"Rebel Woman": on Emma Goldman
I first heard of Emma Goldman at age 16, when I excitedly put on the second album by obscure singer-songwriter Daryl Scairiot, whose work I had found by chance. The first track, “Emma Goldman’s Arrest,” (the link opens in Spotify) is a haunting dirge, celebrating Goldman’s ideas (albeit very loosely), and memorializing… one of her several arrests; which one is unclear in the song. Her life was colorful, and spanned a couple of continents and several countries: of Russian extraction, she lived in the US, France, Germany, Russia again, Spain, and finally died in Canada in 1940.
While the similarities between Emma Goldman, known today as a political polymath of anarchist thought, who wrote on everything from the uses of violence to the theatre, and Ruth Doyle, our brash Bostonian union organizer, might seem tenuous, Goldman’s persona was intrinsic to the way Ruth presents herself. Goldman’s galvanization to political action, a combined result of her social milieu and the Haymarket affair, might easily have served as an influence on a real-life Ruth, as did Goldman’s committed anti-Capitalism and feminism. But Goldman’s real influence on Ruth — other than the arguable possibility that an historical Ruth could have read Goldman’s autobiography, which appeared in 1931 — is Goldman’s reputation as an orator.
In preparation for writing Ruth’s speech in episode 3, I sought out the text of some of Emma Goldman’s speeches, leaning especially on her speeches on patriotism and conscription, to reproduce a rhetorical pattern that would have been familiar to someone from Ruth’s background. Her style is emotional and intense — which isn’t really surprising, given that she described her first experience with public speaking as a kind of personal transport: “The audience had vanished, the hall itself had disappeared, I was conscious only of my own words, of my ecstatic song.” That feeling of political ecstasy is one with which Ruth is intimately familiar, and Goldman’s stature as a writer and a speaker — to say nothing of her involvement with the assassination attempt on Henry Frick during the Homestead Strike — would not have been unknown to Ruth.
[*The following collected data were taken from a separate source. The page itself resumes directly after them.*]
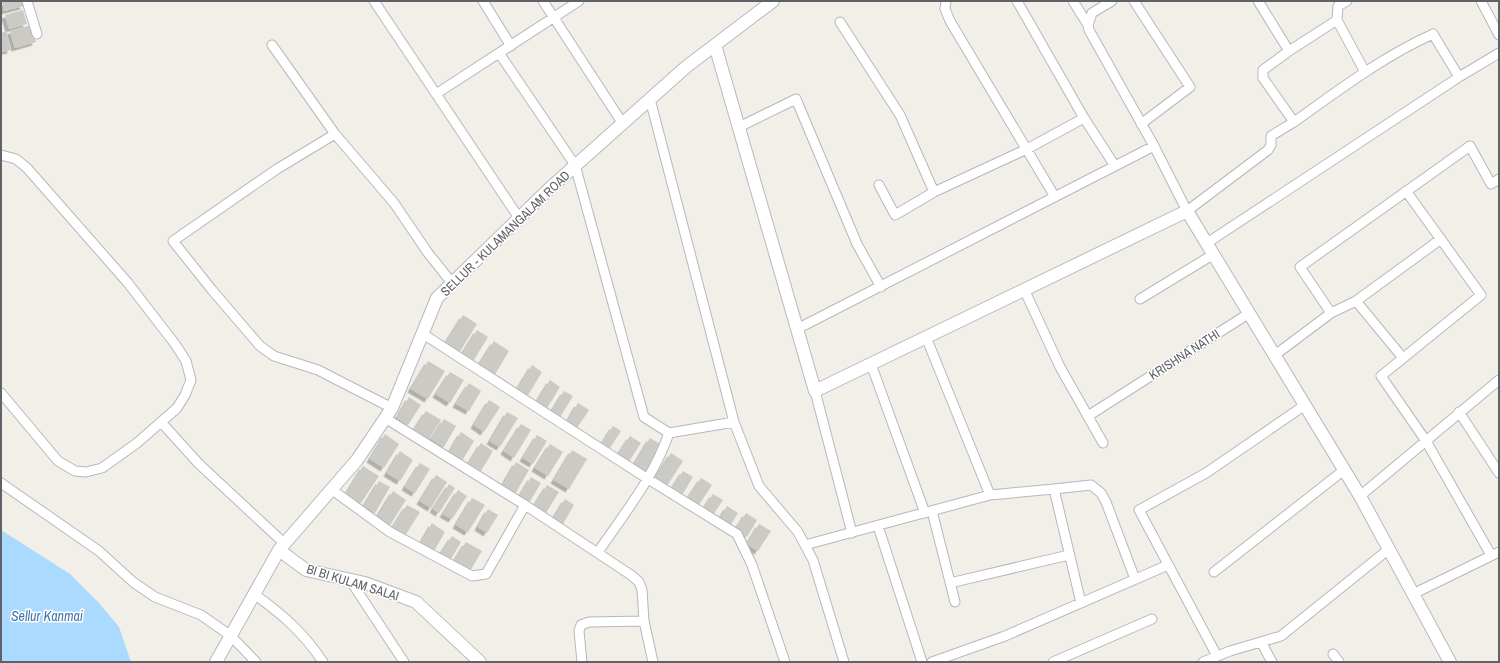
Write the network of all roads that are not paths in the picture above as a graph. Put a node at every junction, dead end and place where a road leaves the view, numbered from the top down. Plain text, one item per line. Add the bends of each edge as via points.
1 (27, 1) edge
2 (374, 1) edge
3 (484, 1) edge
4 (543, 1) edge
5 (579, 1) edge
6 (773, 1) edge
7 (946, 1) edge
8 (1017, 1) edge
9 (1072, 1) edge
10 (1112, 1) edge
11 (1134, 1) edge
12 (1258, 1) edge
13 (1347, 1) edge
14 (1481, 1) edge
15 (1336, 3) edge
16 (553, 18) junction
17 (1337, 20) junction
18 (840, 22) dead end
19 (1088, 26) junction
20 (37, 34) dead end
21 (1499, 35) edge
22 (272, 45) dead end
23 (715, 45) junction
24 (511, 46) junction
25 (1289, 51) junction
26 (1499, 53) edge
27 (499, 54) junction
28 (1365, 72) junction
29 (1459, 77) junction
30 (436, 94) junction
31 (650, 99) junction
32 (1084, 118) junction
33 (1294, 122) junction
34 (623, 124) junction
35 (1142, 124) junction
36 (739, 127) junction
37 (334, 134) junction
38 (1154, 146) junction
39 (1027, 149) junction
40 (1, 155) edge
41 (575, 166) junction
42 (1115, 166) junction
43 (1499, 179) edge
44 (879, 185) dead end
45 (1406, 191) junction
46 (934, 192) junction
47 (1055, 198) junction
48 (1187, 211) junction
49 (519, 218) junction
50 (1441, 239) junction
51 (1207, 243) junction
52 (1214, 254) junction
53 (452, 283) junction
54 (881, 287) junction
55 (1024, 289) junction
56 (1140, 299) dead end
57 (1356, 301) junction
58 (1331, 313) junction
59 (1248, 314) junction
60 (798, 329) junction
61 (423, 334) junction
62 (926, 337) junction
63 (1275, 355) junction
64 (1403, 358) junction
65 (871, 364) junction
66 (1499, 380) edge
67 (815, 391) junction
68 (1, 393) edge
69 (1305, 405) junction
70 (392, 408) junction
71 (1459, 412) junction
72 (1088, 416) junction
73 (385, 418) junction
74 (161, 422) junction
75 (734, 422) junction
76 (670, 433) junction
77 (1426, 441) junction
78 (1103, 443) dead end
79 (1344, 470) junction
80 (1499, 473) edge
81 (648, 479) junction
82 (1, 483) edge
83 (331, 489) junction
84 (1054, 489) junction
85 (990, 495) junction
86 (1360, 496) junction
87 (525, 505) junction
88 (929, 512) junction
89 (878, 526) junction
90 (852, 533) junction
91 (805, 545) junction
92 (282, 547) junction
93 (1389, 549) junction
94 (598, 552) junction
95 (1495, 554) edge
96 (1069, 555) junction
97 (1168, 565) junction
98 (1214, 572) dead end
99 (1135, 579) junction
100 (350, 580) junction
101 (950, 583) junction
102 (254, 594) junction
103 (1413, 594) junction
104 (955, 602) dead end
105 (1080, 603) junction
106 (1152, 619) dead end
107 (644, 621) junction
108 (231, 636) junction
109 (1261, 642) junction
110 (1217, 656) junction
111 (216, 662) edge
112 (256, 662) edge
113 (323, 662) edge
114 (404, 662) edge
115 (480, 662) edge
116 (582, 662) edge
117 (653, 662) edge
118 (785, 662) edge
119 (844, 662) edge
120 (922, 662) edge
121 (932, 662) edge
122 (1053, 662) edge
123 (1203, 662) edge
124 (1272, 662) edge
125 (1450, 662) edge

1 - 20 street
2 - 30 street
3 - 24 street
4 - 16 street
5 - 16 street
6 - 23 street, SELLUR - KULAMANGALAM ROAD
7 - 39 street via 945,9 950,21
8 - 32 street
9 - 19 street
10 - 19 street via 1092,13
11 - 35 street via 1190,87
12 - 25 street
13 - 15 street
14 - 21 street
15 - 17 street
16 - 24 street
16 - 34 street
17 - 25 street
17 - 28 street
18 - 46 street via 900,115
19 - 35 street
22 - 37 street
23 - 31 street, SELLUR - KULAMANGALAM ROAD
23 - 36 street
24 - 27 street
25 - 33 street via 1263,70 1263,78
26 - 29 street
27 - 30 street
27 - 41 street
28 - 29 street via 1432,34
28 - 33 street
29 - 51 street
30 - 49 street
31 - 34 street, SELLUR - KULAMANGALAM ROAD
31 - 75 street
32 - 39 street
32 - 42 street
33 - 48 street via 1271,136 1268,150
34 - 41 street, SELLUR - KULAMANGALAM ROAD
35 - 38 street
36 - 54 street via 796,100 856,244
36 - 60 street
37 - 53 street via 394,202 428,253
37 - 70 street via 277,169 173,240 260,346 274,356 318,370
38 - 42 street
38 - 48 street
39 - 46 street
39 - 47 street
40 - 74 street via 16,159 38,179 128,283 186,361 190,380 185,394 176,408
41 - 49 street, SELLUR - KULAMANGALAM ROAD
41 - 76 street via 644,417
42 - 47 street
43 - 45 street via 1491,184 1470,146
44 - 46 street via 895,215
45 - 50 street
45 - 58 street via 1300,267
47 - 54 street
48 - 51 street
48 - 55 street
49 - 53 street, SELLUR - KULAMANGALAM ROAD
50 - 57 street
50 - 64 street via 1481,295
51 - 52 street
52 - 56 street
52 - 59 street
53 - 61 street, SELLUR - KULAMANGALAM ROAD via 437,298
54 - 60 street
55 - 62 street
55 - 72 street via 1060,367
57 - 58 street
57 - 64 street
58 - 63 street
59 - 63 street
59 - 72 street, KRISHNA NATHI
60 - 67 street
61 - 70 street, SELLUR - KULAMANGALAM ROAD
61 - 81 street
62 - 65 street
62 - 85 street
63 - 69 street
64 - 77 street via 1381,376
65 - 67 street
65 - 88 street
66 - 71 street
67 - 90 street
68 - 74 street via 58,461 75,471 86,472 102,468
69 - 79 street
69 - 97 street via 1206,473 1139,510
70 - 73 street, SELLUR - KULAMANGALAM ROAD
71 - 77 street
71 - 80 street
72 - 78 street
73 - 83 street, SELLUR - KULAMANGALAM ROAD via 357,460
73 - 87 street
74 - 92 street
75 - 76 street
75 - 91 street via 759,486 798,532
76 - 81 street
77 - 86 street
77 - 95 street
79 - 86 street
79 - 98 street
81 - 94 street
81 - 118 street via 737,534 752,565
82 - 108 street via 99,551 155,597 201,615
83 - 87 street via 390,532 472,576 486,574
83 - 92 street, SELLUR - KULAMANGALAM ROAD
84 - 85 street
84 - 96 street
84 - 99 street via 1091,485 1101,493
85 - 88 street
86 - 93 street
87 - 94 street
88 - 89 street
88 - 101 street
89 - 90 street
89 - 120 street
90 - 91 street
91 - 119 street via 813,560
92 - 100 street, BI BI KULAM SALAI via 306,570
92 - 102 street, SELLUR - KULAMANGALAM ROAD
93 - 103 street
93 - 109 street via 1281,636
94 - 107 street via 639,582
95 - 103 street
96 - 101 street
96 - 105 street
97 - 99 street
97 - 110 street
99 - 105 street
100 - 114 street
100 - 115 street, BI BI KULAM SALAI via 416,602
101 - 104 street
102 - 108 street, SELLUR - KULAMANGALAM ROAD
102 - 113 street via 285,617
103 - 125 street
105 - 121 street via 1005,636
106 - 122 street
107 - 116 street via 589,622 581,625 579,631
107 - 117 street
108 - 111 street, SELLUR - KULAMANGALAM ROAD
108 - 112 street
109 - 110 street
109 - 124 street
110 - 123 street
Goldman died in 1940, and her reputation waned somewhat, until her rediscovery in the 1970s, but her specter as a figure of political commitment and eloquent warrior against social injustice — even making statements against homophobia and transphobia as early as 1923, in her reported correspondence with Magnus Hirschfeld (which is unfortunately lost). Her commitment, too, to a radical movement that encompasses “freedom, the right to self-expression, everybody's right to beautiful, radiant things” is inspirational to this day — not only in Perdition’s Teeth, but to everyone.